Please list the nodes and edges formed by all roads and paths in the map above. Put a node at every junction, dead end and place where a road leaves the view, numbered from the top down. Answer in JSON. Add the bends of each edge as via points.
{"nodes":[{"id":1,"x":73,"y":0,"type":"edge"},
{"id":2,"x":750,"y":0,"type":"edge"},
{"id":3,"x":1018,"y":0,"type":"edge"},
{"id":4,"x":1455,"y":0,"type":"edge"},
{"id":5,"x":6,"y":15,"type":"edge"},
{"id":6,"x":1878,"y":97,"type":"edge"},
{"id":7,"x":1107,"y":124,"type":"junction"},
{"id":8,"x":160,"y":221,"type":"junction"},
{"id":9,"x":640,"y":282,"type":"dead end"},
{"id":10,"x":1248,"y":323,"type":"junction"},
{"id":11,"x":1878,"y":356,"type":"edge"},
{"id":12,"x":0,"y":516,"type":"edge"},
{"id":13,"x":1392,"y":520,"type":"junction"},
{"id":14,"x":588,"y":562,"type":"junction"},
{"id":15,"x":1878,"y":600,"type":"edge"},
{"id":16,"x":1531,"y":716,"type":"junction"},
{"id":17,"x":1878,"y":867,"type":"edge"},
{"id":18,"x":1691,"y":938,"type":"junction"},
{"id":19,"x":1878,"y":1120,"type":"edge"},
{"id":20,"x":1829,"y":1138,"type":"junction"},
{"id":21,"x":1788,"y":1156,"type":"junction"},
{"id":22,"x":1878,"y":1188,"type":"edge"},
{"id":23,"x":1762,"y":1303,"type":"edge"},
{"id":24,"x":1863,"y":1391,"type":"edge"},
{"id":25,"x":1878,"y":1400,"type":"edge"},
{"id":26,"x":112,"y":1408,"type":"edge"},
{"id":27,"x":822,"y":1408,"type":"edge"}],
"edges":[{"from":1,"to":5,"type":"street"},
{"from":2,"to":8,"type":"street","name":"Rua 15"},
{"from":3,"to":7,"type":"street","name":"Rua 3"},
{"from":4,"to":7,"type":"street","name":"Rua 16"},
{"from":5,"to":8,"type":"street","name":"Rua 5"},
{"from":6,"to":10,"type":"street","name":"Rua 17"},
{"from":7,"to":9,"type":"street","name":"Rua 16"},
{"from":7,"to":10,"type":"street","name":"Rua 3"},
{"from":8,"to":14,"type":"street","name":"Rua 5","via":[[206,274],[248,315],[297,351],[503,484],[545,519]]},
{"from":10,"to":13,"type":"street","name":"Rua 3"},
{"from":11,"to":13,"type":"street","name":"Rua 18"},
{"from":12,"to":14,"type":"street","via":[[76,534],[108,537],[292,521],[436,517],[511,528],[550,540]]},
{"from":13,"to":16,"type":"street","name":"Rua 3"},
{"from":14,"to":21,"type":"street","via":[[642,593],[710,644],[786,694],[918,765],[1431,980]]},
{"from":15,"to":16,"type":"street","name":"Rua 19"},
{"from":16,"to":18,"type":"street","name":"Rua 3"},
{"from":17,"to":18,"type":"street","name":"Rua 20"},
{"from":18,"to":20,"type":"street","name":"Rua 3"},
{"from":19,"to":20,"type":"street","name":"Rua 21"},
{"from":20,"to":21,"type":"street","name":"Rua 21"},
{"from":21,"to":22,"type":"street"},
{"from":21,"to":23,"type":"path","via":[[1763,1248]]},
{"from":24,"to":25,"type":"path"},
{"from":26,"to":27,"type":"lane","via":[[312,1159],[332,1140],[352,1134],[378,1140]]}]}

PROBLEM STATEMENT »
Reply with the count alone: how many lines of the records contain the string "dead"?

WRITTEN ANSWER »
2